INPUT RECORDS:
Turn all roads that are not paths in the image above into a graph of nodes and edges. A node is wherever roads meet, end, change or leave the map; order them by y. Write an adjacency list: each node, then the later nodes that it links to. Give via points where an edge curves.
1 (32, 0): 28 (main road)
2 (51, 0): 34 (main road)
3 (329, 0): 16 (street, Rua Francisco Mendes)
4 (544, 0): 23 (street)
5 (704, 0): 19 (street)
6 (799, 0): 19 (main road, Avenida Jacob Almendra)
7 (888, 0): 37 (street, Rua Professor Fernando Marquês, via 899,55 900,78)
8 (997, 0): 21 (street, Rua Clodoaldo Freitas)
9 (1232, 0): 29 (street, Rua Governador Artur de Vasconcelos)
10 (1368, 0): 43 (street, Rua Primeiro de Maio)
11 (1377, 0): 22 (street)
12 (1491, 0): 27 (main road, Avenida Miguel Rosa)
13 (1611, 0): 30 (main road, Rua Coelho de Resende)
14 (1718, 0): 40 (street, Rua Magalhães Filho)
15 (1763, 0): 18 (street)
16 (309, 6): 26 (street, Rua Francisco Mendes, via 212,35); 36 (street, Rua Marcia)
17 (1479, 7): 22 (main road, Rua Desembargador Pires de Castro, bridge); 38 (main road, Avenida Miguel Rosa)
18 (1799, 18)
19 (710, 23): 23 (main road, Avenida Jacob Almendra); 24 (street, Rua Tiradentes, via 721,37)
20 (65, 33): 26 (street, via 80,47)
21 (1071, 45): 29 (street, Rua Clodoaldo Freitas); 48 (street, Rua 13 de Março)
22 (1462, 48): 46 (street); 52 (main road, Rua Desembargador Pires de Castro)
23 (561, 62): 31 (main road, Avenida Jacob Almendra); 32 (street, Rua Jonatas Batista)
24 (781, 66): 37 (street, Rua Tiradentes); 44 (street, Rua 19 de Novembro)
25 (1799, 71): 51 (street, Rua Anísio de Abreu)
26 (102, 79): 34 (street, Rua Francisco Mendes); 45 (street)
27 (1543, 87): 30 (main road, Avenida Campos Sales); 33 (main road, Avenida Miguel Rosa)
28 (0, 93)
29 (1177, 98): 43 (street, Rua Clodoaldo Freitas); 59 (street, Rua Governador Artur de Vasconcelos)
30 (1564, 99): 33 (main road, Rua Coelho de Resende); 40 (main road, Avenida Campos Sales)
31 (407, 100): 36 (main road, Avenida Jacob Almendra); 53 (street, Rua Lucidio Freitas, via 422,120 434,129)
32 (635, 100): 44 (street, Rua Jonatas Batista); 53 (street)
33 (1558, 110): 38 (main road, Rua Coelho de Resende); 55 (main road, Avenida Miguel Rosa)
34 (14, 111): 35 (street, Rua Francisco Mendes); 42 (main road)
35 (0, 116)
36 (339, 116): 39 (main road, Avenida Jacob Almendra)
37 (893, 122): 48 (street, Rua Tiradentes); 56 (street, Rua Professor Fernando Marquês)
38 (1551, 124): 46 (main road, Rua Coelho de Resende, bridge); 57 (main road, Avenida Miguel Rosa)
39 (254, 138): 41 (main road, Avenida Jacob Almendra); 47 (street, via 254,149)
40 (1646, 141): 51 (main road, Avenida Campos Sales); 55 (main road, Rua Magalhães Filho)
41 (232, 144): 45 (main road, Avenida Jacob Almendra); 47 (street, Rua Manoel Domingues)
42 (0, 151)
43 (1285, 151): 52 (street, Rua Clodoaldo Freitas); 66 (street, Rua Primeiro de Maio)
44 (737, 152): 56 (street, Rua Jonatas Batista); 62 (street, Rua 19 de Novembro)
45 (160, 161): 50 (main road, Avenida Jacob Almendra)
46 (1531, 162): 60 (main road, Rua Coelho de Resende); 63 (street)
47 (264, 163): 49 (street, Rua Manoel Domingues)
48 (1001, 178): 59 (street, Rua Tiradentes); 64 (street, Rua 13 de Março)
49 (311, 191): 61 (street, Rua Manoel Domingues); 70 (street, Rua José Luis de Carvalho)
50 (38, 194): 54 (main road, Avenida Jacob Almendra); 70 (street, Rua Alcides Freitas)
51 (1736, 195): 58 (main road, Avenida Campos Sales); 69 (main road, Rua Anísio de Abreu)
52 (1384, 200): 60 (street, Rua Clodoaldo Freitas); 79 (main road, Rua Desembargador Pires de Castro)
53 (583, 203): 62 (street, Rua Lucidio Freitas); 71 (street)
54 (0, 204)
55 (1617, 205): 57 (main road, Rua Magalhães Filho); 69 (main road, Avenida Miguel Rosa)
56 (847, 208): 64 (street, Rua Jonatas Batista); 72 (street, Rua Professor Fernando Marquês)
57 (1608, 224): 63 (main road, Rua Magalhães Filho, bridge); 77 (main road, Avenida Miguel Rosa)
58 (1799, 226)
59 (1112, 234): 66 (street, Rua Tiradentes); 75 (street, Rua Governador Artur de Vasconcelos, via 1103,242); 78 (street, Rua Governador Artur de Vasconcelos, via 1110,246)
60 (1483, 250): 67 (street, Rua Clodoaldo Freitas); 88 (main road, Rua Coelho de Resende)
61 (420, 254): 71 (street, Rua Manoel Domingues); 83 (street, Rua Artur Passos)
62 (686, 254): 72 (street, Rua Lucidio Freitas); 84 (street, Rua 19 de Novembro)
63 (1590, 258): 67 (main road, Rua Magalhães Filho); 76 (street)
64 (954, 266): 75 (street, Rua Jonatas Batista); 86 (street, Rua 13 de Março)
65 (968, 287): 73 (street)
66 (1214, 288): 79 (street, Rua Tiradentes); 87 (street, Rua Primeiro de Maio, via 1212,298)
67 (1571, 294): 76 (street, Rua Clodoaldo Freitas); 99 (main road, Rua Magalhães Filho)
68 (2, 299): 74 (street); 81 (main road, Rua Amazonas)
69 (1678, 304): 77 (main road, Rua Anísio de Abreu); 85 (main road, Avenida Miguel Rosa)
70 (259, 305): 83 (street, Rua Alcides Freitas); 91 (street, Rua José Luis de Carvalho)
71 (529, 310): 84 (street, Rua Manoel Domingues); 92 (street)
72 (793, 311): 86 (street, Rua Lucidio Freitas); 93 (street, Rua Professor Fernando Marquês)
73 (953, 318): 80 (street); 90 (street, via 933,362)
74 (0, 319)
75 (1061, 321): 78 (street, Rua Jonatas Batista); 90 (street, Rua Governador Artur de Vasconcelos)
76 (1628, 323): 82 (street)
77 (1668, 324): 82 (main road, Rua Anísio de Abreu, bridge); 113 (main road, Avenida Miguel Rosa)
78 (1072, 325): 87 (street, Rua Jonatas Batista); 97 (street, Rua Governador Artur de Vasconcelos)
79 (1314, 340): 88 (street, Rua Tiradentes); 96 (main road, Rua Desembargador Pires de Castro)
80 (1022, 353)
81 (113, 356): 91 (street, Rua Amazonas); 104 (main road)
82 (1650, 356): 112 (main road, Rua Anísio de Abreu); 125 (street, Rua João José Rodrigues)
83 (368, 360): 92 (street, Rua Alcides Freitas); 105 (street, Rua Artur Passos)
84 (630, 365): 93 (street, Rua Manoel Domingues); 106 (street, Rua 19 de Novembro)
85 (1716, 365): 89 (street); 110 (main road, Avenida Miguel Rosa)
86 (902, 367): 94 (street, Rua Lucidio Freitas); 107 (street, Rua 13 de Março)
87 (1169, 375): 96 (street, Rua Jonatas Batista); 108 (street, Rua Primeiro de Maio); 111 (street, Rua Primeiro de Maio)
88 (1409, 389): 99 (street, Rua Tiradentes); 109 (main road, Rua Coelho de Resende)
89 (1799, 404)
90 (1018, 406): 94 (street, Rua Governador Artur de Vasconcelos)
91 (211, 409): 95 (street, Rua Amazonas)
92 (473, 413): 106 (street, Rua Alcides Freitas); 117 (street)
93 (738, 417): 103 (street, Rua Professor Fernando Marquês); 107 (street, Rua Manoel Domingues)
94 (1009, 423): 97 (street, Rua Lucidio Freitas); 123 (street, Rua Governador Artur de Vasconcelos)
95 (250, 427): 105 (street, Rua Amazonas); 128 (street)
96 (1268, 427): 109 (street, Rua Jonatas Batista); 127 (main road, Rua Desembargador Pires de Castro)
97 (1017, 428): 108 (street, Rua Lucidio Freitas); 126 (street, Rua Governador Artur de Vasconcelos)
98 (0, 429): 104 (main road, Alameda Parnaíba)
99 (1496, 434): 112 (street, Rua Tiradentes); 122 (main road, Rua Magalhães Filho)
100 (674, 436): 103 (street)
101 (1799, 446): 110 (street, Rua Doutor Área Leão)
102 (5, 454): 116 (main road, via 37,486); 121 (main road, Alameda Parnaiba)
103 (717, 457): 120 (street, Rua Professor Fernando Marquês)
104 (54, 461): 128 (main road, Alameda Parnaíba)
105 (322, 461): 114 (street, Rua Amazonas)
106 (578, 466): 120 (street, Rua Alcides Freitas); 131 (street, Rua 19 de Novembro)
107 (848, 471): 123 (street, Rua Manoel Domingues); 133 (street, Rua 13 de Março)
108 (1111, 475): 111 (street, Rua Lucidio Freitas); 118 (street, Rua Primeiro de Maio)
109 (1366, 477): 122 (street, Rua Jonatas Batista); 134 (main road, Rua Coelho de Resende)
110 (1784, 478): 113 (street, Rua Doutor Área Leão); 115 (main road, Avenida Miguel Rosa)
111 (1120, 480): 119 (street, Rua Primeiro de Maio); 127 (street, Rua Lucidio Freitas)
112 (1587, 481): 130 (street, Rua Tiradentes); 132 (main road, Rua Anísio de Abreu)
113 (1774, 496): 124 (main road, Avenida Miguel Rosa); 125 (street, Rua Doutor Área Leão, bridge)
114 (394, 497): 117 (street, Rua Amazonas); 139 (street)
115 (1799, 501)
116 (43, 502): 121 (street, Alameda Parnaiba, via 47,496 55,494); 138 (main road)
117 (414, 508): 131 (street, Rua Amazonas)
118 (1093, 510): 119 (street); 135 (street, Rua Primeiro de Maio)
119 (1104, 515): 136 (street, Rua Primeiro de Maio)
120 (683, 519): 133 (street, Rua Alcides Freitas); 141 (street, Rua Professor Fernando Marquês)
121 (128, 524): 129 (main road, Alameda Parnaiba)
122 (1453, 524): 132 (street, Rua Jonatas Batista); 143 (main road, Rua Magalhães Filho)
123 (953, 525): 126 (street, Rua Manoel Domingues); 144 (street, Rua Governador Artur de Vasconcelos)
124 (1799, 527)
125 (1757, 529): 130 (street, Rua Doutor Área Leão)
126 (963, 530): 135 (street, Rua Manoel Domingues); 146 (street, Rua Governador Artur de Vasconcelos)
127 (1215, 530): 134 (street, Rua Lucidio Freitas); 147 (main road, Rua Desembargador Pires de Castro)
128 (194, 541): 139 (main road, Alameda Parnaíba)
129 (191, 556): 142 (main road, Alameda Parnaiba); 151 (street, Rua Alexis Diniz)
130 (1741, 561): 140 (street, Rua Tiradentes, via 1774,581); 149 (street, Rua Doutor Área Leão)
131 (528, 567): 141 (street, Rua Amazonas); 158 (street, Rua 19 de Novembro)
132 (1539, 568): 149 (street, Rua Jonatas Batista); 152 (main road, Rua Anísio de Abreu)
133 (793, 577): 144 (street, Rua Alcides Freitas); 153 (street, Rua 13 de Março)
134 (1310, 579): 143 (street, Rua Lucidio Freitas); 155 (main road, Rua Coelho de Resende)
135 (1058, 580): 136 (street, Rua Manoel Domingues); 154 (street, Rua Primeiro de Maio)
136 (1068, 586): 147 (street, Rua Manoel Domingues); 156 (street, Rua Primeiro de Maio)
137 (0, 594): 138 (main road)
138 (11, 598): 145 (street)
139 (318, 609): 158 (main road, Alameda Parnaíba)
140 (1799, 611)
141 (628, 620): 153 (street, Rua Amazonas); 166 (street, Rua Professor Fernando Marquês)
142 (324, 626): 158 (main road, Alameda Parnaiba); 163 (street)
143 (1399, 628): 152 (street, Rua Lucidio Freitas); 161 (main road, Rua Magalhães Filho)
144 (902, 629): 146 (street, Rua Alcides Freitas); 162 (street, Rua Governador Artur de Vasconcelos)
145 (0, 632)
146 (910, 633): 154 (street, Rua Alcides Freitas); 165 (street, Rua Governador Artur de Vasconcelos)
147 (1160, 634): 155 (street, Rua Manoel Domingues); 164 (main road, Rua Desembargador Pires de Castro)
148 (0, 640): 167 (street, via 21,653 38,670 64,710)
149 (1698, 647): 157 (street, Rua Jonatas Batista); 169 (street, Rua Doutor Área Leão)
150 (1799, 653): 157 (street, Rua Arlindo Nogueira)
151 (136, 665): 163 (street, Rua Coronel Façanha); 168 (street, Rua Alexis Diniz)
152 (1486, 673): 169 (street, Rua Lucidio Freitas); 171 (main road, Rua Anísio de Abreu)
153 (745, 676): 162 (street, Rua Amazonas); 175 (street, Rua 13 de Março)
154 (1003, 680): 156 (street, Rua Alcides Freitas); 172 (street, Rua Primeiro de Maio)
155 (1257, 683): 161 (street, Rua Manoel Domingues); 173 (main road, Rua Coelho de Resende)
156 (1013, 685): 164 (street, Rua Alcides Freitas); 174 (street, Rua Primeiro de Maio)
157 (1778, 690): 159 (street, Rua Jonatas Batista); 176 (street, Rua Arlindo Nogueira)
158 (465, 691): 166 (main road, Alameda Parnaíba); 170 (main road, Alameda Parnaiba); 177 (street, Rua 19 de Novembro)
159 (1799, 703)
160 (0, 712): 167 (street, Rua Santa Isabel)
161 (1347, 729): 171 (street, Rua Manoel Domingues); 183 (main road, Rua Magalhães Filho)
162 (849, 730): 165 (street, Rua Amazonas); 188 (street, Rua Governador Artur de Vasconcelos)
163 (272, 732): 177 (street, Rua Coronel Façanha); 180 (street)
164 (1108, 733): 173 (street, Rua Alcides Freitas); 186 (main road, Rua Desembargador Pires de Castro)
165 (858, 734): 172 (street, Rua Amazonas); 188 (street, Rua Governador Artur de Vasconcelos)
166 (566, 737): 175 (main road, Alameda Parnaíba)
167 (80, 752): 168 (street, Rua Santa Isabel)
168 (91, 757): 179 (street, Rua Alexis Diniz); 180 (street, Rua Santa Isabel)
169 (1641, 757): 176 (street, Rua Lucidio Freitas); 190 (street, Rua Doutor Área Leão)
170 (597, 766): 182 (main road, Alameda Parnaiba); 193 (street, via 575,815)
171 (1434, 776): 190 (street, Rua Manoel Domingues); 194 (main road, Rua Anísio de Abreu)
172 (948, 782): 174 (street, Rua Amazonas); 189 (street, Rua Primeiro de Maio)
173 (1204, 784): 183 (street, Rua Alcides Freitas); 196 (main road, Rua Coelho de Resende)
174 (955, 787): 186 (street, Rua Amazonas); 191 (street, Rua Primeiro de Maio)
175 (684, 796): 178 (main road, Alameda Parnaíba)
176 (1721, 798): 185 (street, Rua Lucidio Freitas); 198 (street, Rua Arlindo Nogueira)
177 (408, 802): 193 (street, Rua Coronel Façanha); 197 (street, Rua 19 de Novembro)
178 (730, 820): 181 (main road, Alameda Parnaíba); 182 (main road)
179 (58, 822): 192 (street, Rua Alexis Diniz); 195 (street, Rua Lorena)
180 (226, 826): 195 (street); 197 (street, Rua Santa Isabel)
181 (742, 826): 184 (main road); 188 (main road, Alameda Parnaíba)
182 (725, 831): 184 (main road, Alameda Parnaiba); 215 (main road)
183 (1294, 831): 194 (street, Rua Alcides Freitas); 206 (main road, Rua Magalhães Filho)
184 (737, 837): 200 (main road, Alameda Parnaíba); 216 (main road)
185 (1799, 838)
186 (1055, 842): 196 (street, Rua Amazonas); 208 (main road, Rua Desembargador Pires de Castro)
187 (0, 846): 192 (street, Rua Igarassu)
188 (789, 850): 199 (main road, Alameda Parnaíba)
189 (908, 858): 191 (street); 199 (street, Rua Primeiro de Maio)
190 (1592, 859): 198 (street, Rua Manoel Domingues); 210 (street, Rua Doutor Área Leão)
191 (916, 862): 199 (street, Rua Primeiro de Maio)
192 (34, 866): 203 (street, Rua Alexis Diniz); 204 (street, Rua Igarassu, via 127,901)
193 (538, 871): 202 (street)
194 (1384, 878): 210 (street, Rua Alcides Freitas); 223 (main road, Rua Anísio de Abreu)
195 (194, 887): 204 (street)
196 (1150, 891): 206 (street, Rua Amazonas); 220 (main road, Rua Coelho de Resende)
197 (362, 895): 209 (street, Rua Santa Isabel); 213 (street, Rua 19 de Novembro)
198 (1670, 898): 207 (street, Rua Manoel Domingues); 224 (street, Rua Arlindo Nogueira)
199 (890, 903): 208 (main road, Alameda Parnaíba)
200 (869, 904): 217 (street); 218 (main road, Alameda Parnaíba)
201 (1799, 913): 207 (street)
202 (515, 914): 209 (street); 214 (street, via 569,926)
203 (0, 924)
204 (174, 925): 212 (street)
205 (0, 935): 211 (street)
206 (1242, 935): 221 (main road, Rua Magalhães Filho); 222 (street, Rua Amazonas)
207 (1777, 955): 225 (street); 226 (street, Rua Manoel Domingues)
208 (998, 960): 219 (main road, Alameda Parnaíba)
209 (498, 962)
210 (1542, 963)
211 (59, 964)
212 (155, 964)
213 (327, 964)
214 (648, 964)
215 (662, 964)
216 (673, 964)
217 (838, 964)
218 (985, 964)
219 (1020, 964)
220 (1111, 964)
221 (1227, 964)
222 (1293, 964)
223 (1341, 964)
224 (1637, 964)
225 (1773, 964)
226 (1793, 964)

THE TASK: Go through the records and gather the lines that hold "Marquês".

PROBLEM SOLUTION:
7 (888, 0): 37 (street, Rua Professor Fernando Marquês, via 899,55 900,78)
37 (893, 122): 48 (street, Rua Tiradentes); 56 (street, Rua Professor Fernando Marquês)
56 (847, 208): 64 (street, Rua Jonatas Batista); 72 (street, Rua Professor Fernando Marquês)
72 (793, 311): 86 (street, Rua Lucidio Freitas); 93 (street, Rua Professor Fernando Marquês)
93 (738, 417): 103 (street, Rua Professor Fernando Marquês); 107 (street, Rua Manoel Domingues)
103 (717, 457): 120 (street, Rua Professor Fernando Marquês)
120 (683, 519): 133 (street, Rua Alcides Freitas); 141 (street, Rua Professor Fernando Marquês)
141 (628, 620): 153 (street, Rua Amazonas); 166 (street, Rua Professor Fernando Marquês)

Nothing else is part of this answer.